Just a few days ago, I was told by a solid source that West was working with David Tourniaire-Beauciel, arguably the world’s most important shoe designer, on a new collection. More people, including a person who deals directly with Ye, said that yes, it was true. However, according to Tourniaire-Beauciel, he is not working with Yeezy. I asked him, via email, if he had any idea why people would say this.
“Maybe because it was an idea at some point,” he said. A legal representative for Ye and Yeezy said that Tourniaire-Beauciel does not have a contract with Yeezy, and that he was not aware of any designs created by Tourniaire-Beauciel.
My sources remain insistent that there is a working relationship there, but for now I’m going to take Tourniaire-Beauciel and the Yeezy team at their word. If it were indeed true, Tourniaire-Beauciel would be a huge get for Yeezy. His 30-year-deep resume includes Margiela, Chloé (under Phoebe Philo), Jean-Paul Gaultier, Givenchy (under Riccardo Tisci), Robert Clergerie… the list is exhaustive. He is often credited with designing Balenciaga’s Triple S sneaker, the dad shoe to end all dad shoes and the item that transformed the Balenciaga business. (Despite multiple reports saying so, however, Balenciaga has never confirmed that he was the designer.)
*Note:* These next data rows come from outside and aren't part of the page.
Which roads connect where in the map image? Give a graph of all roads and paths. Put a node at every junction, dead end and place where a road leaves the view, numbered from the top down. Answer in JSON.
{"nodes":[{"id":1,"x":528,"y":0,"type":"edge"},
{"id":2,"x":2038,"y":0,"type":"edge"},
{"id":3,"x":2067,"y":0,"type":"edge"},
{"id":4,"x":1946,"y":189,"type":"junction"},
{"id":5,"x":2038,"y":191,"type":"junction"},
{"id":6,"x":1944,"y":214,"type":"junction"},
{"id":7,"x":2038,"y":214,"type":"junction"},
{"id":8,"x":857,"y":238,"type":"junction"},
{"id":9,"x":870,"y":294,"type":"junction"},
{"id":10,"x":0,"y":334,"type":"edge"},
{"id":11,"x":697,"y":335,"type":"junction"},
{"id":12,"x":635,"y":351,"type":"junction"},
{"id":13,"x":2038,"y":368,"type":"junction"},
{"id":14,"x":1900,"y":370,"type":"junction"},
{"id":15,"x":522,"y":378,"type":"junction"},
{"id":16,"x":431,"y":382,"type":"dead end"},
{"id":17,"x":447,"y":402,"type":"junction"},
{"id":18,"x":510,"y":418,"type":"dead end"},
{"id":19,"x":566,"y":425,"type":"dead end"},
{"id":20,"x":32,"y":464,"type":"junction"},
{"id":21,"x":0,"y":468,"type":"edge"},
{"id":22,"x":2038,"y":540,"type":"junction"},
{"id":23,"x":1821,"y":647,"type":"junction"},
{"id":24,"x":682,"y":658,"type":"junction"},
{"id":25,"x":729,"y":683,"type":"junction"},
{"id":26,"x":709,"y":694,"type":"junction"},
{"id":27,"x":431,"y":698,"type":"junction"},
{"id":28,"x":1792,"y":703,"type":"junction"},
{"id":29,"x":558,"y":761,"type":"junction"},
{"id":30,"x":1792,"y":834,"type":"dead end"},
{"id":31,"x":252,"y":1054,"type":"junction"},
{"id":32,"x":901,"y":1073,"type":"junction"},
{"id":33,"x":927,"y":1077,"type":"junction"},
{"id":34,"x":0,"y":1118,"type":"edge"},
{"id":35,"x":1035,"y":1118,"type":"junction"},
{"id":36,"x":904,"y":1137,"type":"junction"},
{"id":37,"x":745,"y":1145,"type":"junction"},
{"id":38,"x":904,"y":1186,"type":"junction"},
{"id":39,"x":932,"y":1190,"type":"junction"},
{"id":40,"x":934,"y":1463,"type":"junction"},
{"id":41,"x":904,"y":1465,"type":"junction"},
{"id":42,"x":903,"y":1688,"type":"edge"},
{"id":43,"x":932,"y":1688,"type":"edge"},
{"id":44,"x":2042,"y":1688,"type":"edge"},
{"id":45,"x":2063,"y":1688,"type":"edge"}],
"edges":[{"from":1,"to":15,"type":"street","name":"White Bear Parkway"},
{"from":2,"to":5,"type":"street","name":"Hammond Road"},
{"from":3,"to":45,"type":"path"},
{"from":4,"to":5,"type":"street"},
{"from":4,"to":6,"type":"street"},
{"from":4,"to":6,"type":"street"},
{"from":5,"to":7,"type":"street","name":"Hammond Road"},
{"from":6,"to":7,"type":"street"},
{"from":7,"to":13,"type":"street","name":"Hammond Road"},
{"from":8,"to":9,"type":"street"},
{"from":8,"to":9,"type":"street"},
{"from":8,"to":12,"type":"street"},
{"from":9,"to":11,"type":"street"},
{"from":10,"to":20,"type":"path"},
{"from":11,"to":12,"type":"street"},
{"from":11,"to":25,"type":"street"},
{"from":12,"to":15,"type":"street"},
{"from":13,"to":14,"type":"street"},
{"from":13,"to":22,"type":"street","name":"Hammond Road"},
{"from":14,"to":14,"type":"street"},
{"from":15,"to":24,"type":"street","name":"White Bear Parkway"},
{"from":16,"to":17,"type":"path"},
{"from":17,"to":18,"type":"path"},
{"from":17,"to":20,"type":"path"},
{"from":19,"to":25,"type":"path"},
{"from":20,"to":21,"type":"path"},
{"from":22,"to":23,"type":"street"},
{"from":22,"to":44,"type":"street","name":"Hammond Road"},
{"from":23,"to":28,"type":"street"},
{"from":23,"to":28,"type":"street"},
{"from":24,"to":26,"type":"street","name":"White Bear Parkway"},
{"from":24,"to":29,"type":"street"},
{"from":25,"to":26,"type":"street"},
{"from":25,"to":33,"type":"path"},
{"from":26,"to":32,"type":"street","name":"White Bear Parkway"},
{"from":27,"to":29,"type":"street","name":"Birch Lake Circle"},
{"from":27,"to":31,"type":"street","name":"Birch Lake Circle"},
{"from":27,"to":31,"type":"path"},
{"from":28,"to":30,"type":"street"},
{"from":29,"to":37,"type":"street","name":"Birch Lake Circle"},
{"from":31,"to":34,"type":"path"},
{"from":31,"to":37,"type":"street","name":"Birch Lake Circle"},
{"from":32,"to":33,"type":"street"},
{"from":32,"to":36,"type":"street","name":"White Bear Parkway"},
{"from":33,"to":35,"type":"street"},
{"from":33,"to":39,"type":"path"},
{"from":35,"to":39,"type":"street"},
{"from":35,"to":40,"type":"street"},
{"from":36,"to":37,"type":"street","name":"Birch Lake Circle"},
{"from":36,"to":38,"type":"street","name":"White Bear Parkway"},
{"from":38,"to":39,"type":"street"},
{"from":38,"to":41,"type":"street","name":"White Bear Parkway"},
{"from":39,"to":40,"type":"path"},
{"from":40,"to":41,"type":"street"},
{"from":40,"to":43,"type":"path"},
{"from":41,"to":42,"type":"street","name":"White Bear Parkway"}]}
Like many shoe designers, Tourniaire-Beauciel is a contract hire, and often works for several companies at once. In this corner of the fashion industry, designers change jobs even more frequently than creative directors and are often contracted simultaneously with competitors. In the past few months, there has been quite a lot of movement between houses, although that’s pretty normal.
Tourniaire-Beauciel became better known publicly when he launched Shoes 53045, a direct-to-consumer venture selling sneakers in the same vein of what Balenciaga was producing. But because he didn’t use his own name on the label, he still remains fairly under the radar.
This rumor of this contract, though, and that West and Tourniaire-Beauciel were working together in Florence this summer, has made waves in certain circles. Not only because it’s with West—known to pay exorbitantly high salaries to creative consultants in order to keep them close, despite the controversy surrounding him—but also because the product that Yeezy is currently making, no matter who is actually designing it, is looking… good.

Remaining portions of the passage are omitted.